One major upshot of the fiasco, however, would seem to be Duke students' increased awareness of the crucial importance of due process and fair procedure, both in the law and on campus. And unfortunately, it looks as though Duke has been headed in the wrong direction on these issues for a number of years.

In a series of columns in Duke's Chronicle student newspaper last fall, student Elliott Wolf does yeoman's work in tracing the evolution (perhaps devolution would be a better word) of Duke's judicial code over the last decade or so.

Amazingly, despite the fact that while I was at Duke, the student judicial board was widely considered a total joke and a kangaroo court, it turns out that I attended Duke during what was, comparatively speaking, a golden age of justice and fair procedures.

In the first column of his "Dude, Where're My Rights?" series, Wolf describes Duke's elimination of probable cause requirements, the right to remain silent, the right to confront witnesses, and the right to a public hearing.

The second column reveals Duke's switch from excluding illegally obtained evidence to being perfectly willing to include it, along with its cooperation with the Durham Police Department (another bad actor in the lacrosse debacle and another legendarily incompetent institution during my time there) in punishing Duke students more harshly than other Durham residents for identical or even less severe offenses.

The final column discusses Duke's justification for these changes and actionsapparently the usual academic mumbo-jumbo about "teachable moments" that is regularly used to justify any number of absurd faculty and administrative abuses.

Sure, everyone needs to learn that life isn't fair, but the last place a student should learn that is through what is supposed to be a system of "justice."

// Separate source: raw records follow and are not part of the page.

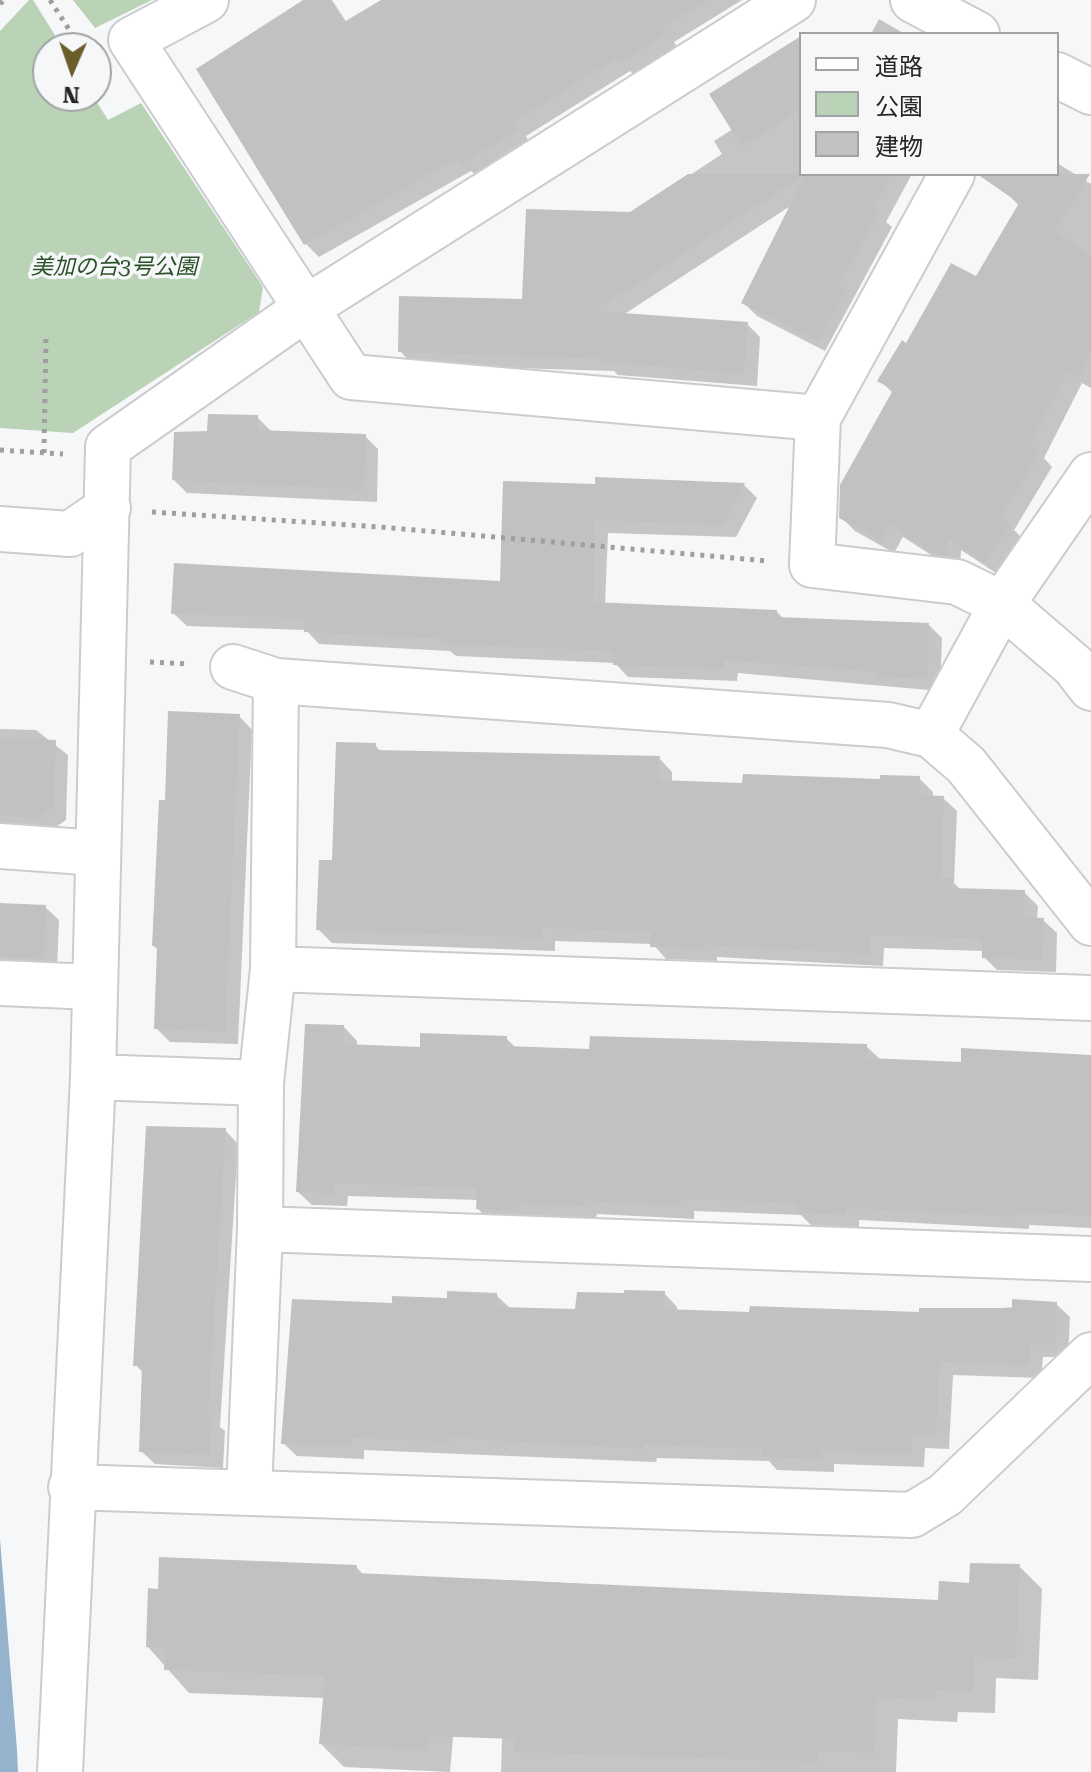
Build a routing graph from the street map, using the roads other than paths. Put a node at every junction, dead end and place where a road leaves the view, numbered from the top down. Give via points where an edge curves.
1 (206, 0) edge
2 (793, 0) edge
3 (913, 0) edge
4 (973, 32) edge
5 (1059, 76) edge
6 (1091, 92) edge
7 (951, 176) edge
8 (306, 308) junction
9 (818, 418) junction
10 (1091, 475) edge
11 (108, 508) junction
12 (0, 529) edge
13 (1002, 604) junction
14 (233, 667) dead end
15 (276, 681) junction
16 (1091, 688) edge
17 (931, 735) junction
18 (0, 846) edge
19 (98, 853) junction
20 (1091, 923) edge
21 (273, 969) junction
22 (0, 983) edge
23 (94, 987) junction
24 (1091, 998) edge
25 (93, 1077) junction
26 (261, 1083) junction
27 (260, 1229) junction
28 (1091, 1259) edge
29 (1091, 1355) edge
30 (71, 1487) junction
31 (249, 1492) junction
32 (60, 1772) edge

1 - 8 street via 131,40
2 - 8 street
3 - 4 street
5 - 6 street
7 - 9 street
8 - 9 street via 351,377
8 - 11 street via 108,447
9 - 13 street via 812,565 957,582
10 - 13 street
11 - 12 street via 70,534
11 - 19 street via 121,660
13 - 16 street via 1074,666
13 - 17 street
14 - 15 street
15 - 17 street via 888,725
15 - 21 street
17 - 20 street via 966,765
18 - 19 street
19 - 23 street
21 - 24 street
21 - 26 street
22 - 23 street
23 - 25 street
25 - 26 street
25 - 30 street
26 - 27 street
27 - 28 street
27 - 31 street
29 - 31 street via 945,1495 912,1515
30 - 31 street
30 - 32 street

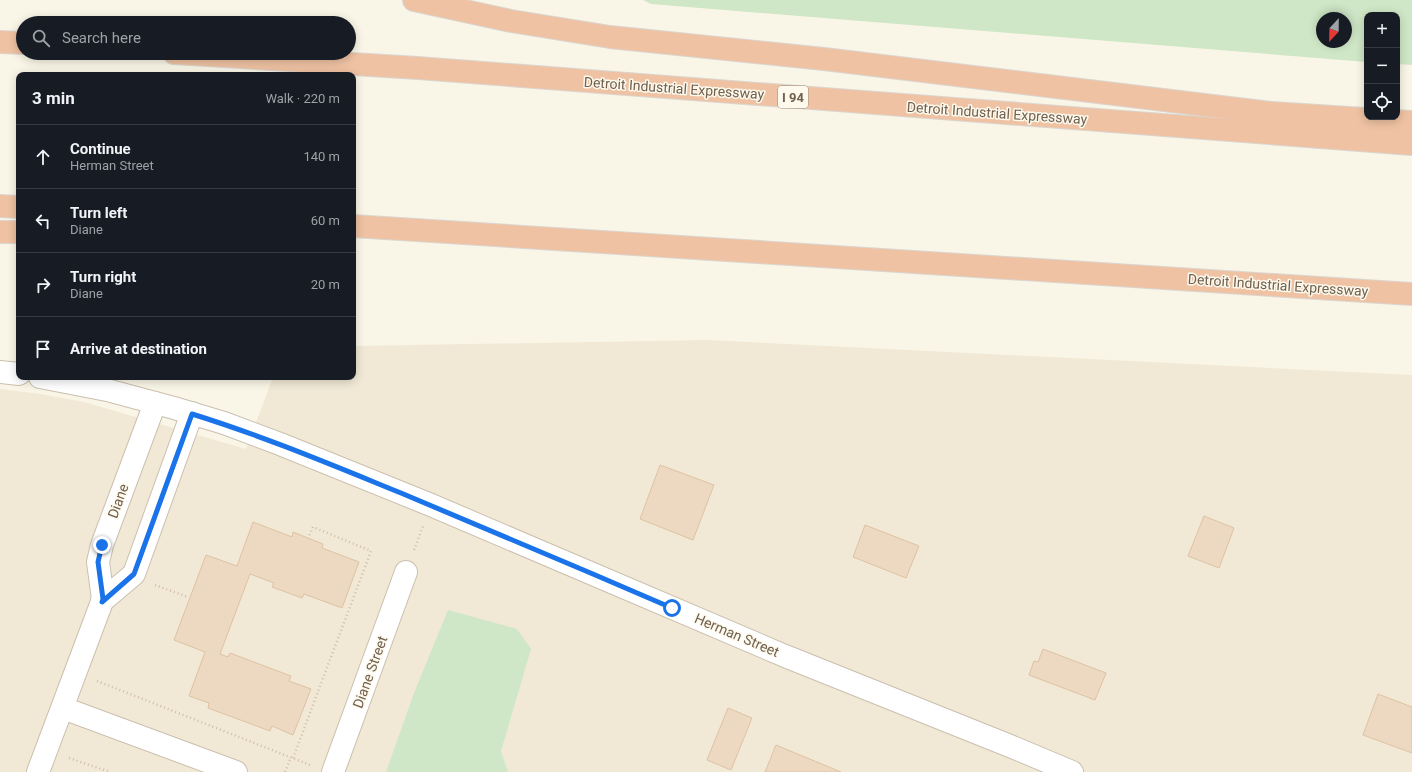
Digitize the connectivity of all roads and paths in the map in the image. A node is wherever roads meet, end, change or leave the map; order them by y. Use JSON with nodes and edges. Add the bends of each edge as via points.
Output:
{"nodes":[{"id":1,"x":414,"y":0,"type":"edge"},
{"id":2,"x":0,"y":42,"type":"edge"},
{"id":3,"x":16,"y":43,"type":"edge"},
{"id":4,"x":288,"y":60,"type":"edge"},
{"id":5,"x":1412,"y":122,"type":"edge"},
{"id":6,"x":1412,"y":144,"type":"edge"},
{"id":7,"x":0,"y":206,"type":"edge"},
{"id":8,"x":16,"y":207,"type":"edge"},
{"id":9,"x":356,"y":226,"type":"edge"},
{"id":10,"x":0,"y":232,"type":"edge"},
{"id":11,"x":16,"y":232,"type":"edge"},
{"id":12,"x":1412,"y":294,"type":"edge"},
{"id":13,"x":0,"y":372,"type":"edge"},
{"id":14,"x":16,"y":374,"type":"edge"},
{"id":15,"x":55,"y":380,"type":"edge"},
{"id":16,"x":155,"y":403,"type":"junction"},
{"id":17,"x":192,"y":414,"type":"junction"},
{"id":18,"x":431,"y":505,"type":"junction"},
{"id":19,"x":308,"y":538,"type":"dead end"},
{"id":20,"x":406,"y":572,"type":"joint"},
{"id":21,"x":148,"y":582,"type":"dead end"},
{"id":22,"x":188,"y":597,"type":"dead end"},
{"id":23,"x":102,"y":600,"type":"junction"},
{"id":24,"x":91,"y":678,"type":"dead end"},
{"id":25,"x":63,"y":708,"type":"junction"},
{"id":26,"x":62,"y":755,"type":"dead end"},
{"id":27,"x":292,"y":758,"type":"junction"},
{"id":28,"x":323,"y":769,"type":"edge"},
{"id":29,"x":38,"y":772,"type":"edge"},
{"id":30,"x":110,"y":772,"type":"edge"},
{"id":31,"x":236,"y":772,"type":"edge"},
{"id":32,"x":285,"y":772,"type":"edge"},
{"id":33,"x":1072,"y":772,"type":"edge"}],
"edges":[{"from":1,"to":5,"type":"highway","via":[[511,21],[610,37],[824,59],[1272,113]]},
{"from":2,"to":3,"type":"highway"},
{"from":4,"to":6,"type":"highway","name":"Detroit Industrial Expressway","number":"I 94"},
{"from":7,"to":8,"type":"highway"},
{"from":9,"to":12,"type":"highway","name":"Detroit Industrial Expressway"},
{"from":10,"to":11,"type":"highway"},
{"from":13,"to":14,"type":"street"},
{"from":15,"to":16,"type":"street","name":"Herman Street"},
{"from":16,"to":17,"type":"street","name":"Herman Street"},
{"from":16,"to":23,"type":"street","name":"Diane","via":[[102,545],[98,562]]},
{"from":17,"to":18,"type":"street","name":"Herman Street","via":[[280,444]]},
{"from":17,"to":23,"type":"street","name":"Diane","via":[[134,574]]},
{"from":18,"to":20,"type":"path"},
{"from":18,"to":33,"type":"street","name":"Herman Street","via":[[778,653]]},
{"from":19,"to":27,"type":"path","via":[[313,527],[370,551]]},
{"from":20,"to":28,"type":"street","name":"Diane Street"},
{"from":21,"to":22,"type":"path"},
{"from":23,"to":25,"type":"street","name":"Diane"},
{"from":24,"to":27,"type":"path"},
{"from":25,"to":29,"type":"street","name":"Diane"},
{"from":25,"to":31,"type":"street"},
{"from":26,"to":30,"type":"path"},
{"from":27,"to":28,"type":"path"},
{"from":27,"to":32,"type":"path"}]}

Wolf has posted annotated versions of these columns, along with source documents, on his own Duke webpage at http://www.duke.edu/~egw4/.

Those interested in the decline of due process on campus would be well-served to take a look. …

The rest of Shipley’s article’s here.

Give it a look, especially if you’ve been following the Duke Hoax, frame-up attempt and the on-going cover-up.

Message to Robert Shibley: Thank you for a very informative and important article. Have you considered writing an op-ed for The Chronicle?

Message to JinC Readers: This is the first example I’ve seen of Shibley’s writing about Duke matters. I plan to encourage him to continue to do so. If he does, I’ll be sure to call his work to your attention.

Hat tip: Friends of Duke University


1 comments:

Ryan Paige said...

It's interesting to me that in the Duke Chronicle columns referenced in this article, Duke Director of Judicial Affairs claimed that the University had a contractual relationship with students and that they agree upon matriculation that the University will abide by University policies, whatever they may be.

And then they rush into court last week to say that the University has no contractual relationship with students that requires them to abide by University policies.

It also seems somehow wrong that a University would abandon due process in order to provide "teachable moments" while at the same time steadfastly refusing to learn from its own mistakes.

Perhaps the rules of law that protect Duke University in its current lawsuit should not apply. It would certainly help make for a more pronounced teachable moment if the same standards of due process and legal precedent and protections that Duke routinely abandons when dealing with its students were also abandoned in this lawsuit.